• [Required action]
Which of the lines in the records below hold the string "name"? Copy every one of them.

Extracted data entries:
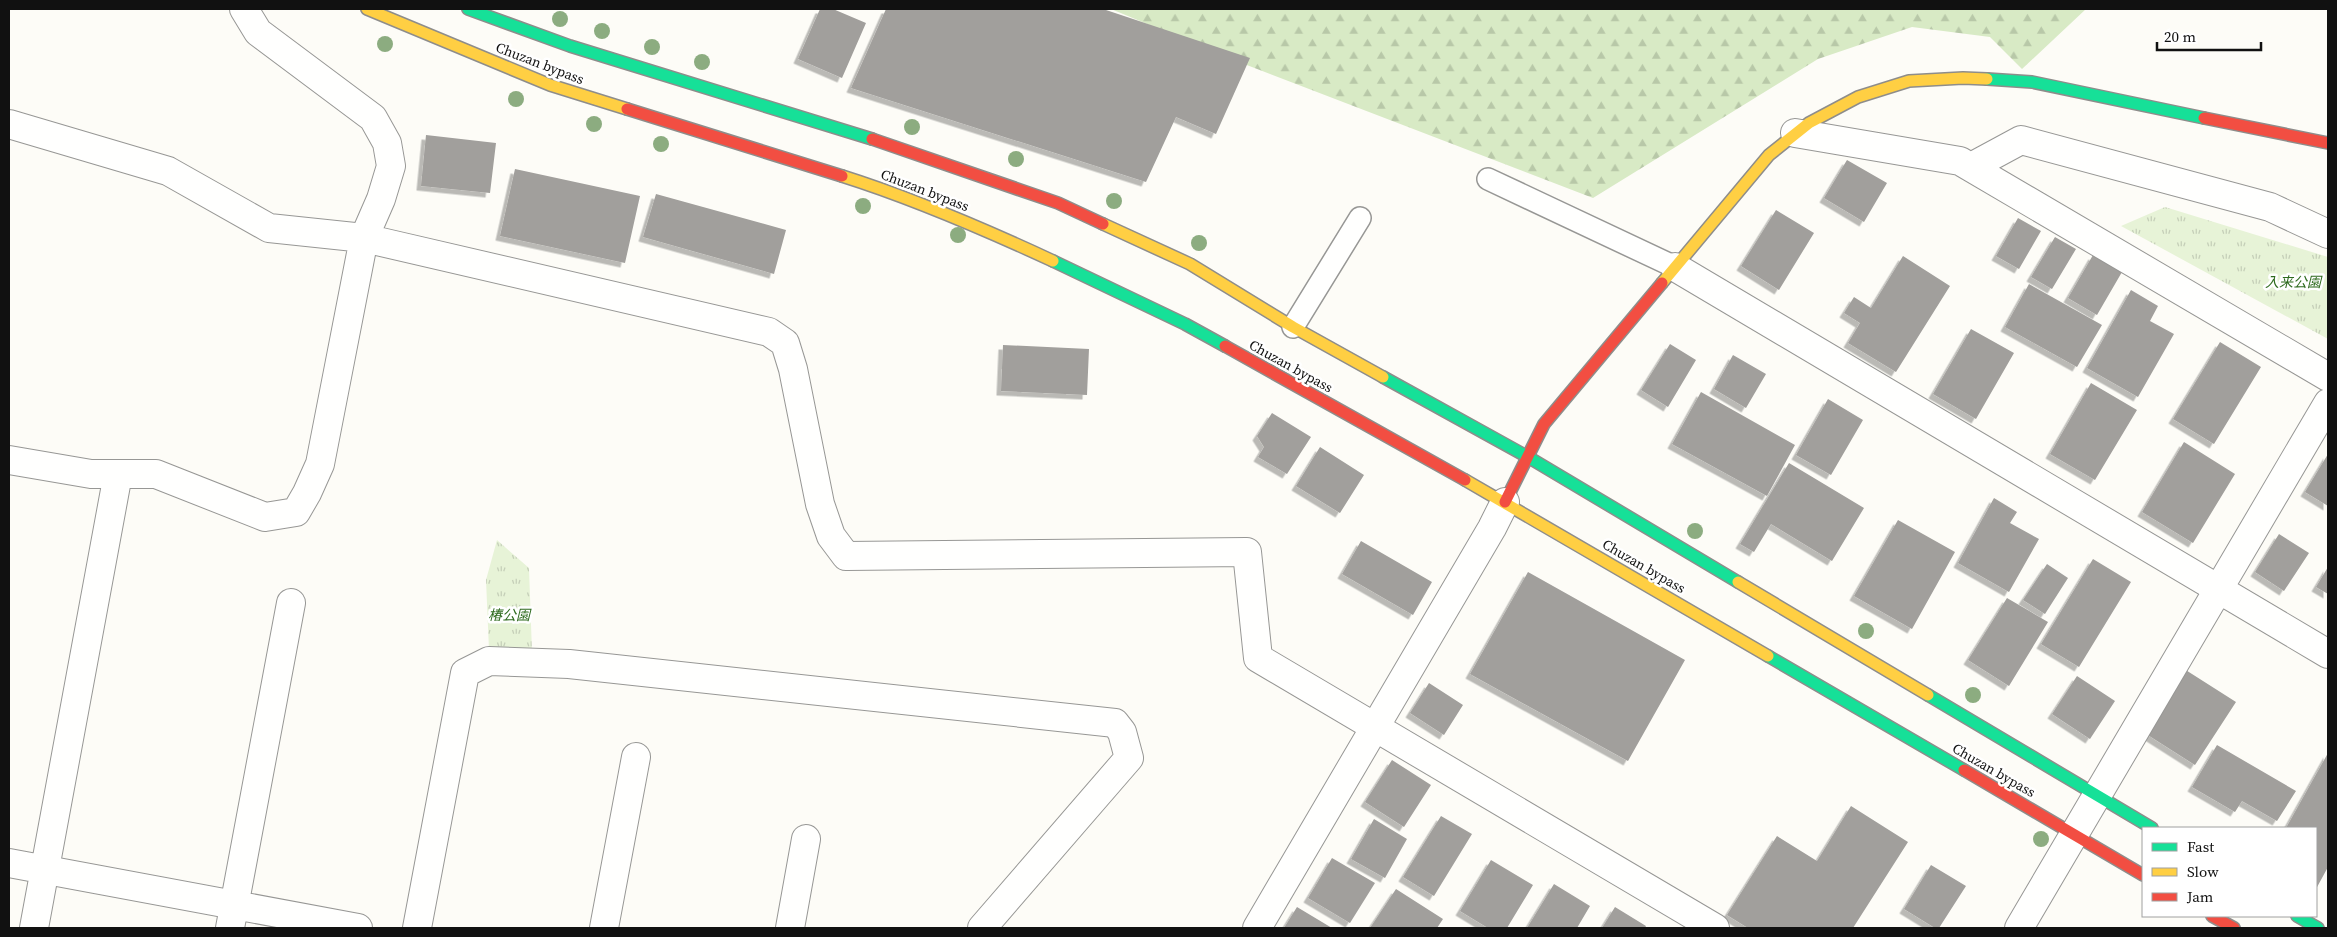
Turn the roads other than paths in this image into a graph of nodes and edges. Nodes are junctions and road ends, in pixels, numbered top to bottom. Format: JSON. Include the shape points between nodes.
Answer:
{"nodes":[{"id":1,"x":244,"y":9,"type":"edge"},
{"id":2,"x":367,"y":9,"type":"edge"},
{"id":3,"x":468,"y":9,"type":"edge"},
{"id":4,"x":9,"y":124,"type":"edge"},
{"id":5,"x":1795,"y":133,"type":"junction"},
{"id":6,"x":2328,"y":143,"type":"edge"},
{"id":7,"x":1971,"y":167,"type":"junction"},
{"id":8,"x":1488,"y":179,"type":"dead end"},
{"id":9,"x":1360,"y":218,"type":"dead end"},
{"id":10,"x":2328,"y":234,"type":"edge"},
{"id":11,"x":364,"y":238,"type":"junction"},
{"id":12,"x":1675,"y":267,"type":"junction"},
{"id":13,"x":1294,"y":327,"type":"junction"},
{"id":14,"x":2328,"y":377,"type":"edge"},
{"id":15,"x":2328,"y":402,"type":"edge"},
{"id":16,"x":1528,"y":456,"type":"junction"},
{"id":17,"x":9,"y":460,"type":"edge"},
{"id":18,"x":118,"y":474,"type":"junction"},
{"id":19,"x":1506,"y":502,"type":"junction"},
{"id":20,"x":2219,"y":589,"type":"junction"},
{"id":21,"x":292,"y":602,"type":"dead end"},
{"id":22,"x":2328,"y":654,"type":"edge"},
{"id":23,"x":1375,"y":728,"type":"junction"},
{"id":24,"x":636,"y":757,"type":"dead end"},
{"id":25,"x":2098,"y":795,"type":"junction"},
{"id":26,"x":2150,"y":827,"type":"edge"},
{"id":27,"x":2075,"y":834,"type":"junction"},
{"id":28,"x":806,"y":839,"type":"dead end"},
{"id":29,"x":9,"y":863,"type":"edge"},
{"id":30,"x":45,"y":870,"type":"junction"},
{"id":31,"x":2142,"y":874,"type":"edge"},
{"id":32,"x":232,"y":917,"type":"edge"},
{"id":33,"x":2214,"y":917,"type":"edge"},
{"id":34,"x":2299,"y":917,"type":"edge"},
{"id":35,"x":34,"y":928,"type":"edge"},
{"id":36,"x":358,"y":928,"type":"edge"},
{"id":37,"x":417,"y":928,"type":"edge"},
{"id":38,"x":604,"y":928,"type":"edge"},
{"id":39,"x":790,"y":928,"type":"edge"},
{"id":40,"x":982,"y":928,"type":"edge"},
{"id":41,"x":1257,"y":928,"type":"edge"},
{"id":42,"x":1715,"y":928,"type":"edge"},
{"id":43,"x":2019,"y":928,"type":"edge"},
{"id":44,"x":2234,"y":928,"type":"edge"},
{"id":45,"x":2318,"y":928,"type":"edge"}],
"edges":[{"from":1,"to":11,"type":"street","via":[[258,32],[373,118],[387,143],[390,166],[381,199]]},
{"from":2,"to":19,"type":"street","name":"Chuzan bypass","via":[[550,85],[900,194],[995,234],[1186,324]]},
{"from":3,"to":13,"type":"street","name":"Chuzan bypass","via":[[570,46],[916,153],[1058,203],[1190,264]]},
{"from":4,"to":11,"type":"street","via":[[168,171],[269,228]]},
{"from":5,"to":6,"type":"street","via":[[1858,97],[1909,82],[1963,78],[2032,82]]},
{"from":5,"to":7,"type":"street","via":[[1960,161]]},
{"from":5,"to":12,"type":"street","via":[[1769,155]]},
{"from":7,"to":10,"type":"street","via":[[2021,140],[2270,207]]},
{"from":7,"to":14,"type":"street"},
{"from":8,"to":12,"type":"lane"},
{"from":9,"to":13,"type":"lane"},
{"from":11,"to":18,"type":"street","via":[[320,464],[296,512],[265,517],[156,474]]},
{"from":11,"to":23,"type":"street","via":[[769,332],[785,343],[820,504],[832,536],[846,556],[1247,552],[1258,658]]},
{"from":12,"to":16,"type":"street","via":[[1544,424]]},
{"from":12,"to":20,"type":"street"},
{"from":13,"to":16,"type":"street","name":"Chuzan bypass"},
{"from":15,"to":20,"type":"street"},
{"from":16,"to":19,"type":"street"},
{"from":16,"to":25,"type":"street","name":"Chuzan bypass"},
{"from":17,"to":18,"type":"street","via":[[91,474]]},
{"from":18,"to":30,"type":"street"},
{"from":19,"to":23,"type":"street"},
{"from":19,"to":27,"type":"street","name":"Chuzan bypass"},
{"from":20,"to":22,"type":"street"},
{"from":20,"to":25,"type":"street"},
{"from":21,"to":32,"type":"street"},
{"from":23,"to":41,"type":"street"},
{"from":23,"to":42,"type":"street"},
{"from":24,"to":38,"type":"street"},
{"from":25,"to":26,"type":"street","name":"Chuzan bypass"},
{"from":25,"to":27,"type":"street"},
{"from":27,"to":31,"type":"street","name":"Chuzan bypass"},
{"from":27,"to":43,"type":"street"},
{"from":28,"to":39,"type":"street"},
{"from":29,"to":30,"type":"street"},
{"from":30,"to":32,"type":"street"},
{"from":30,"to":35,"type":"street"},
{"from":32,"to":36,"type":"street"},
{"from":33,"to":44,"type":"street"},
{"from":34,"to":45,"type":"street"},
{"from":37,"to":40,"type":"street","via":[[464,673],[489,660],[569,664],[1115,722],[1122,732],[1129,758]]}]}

• [Answer section]
{"from":2,"to":19,"type":"street","name":"Chuzan bypass","via":[[550,85],[900,194],[995,234],[1186,324]]},
{"from":3,"to":13,"type":"street","name":"Chuzan bypass","via":[[570,46],[916,153],[1058,203],[1190,264]]},
{"from":13,"to":16,"type":"street","name":"Chuzan bypass"},
{"from":16,"to":25,"type":"street","name":"Chuzan bypass"},
{"from":19,"to":27,"type":"street","name":"Chuzan bypass"},
{"from":25,"to":26,"type":"street","name":"Chuzan bypass"},
{"from":27,"to":31,"type":"street","name":"Chuzan bypass"},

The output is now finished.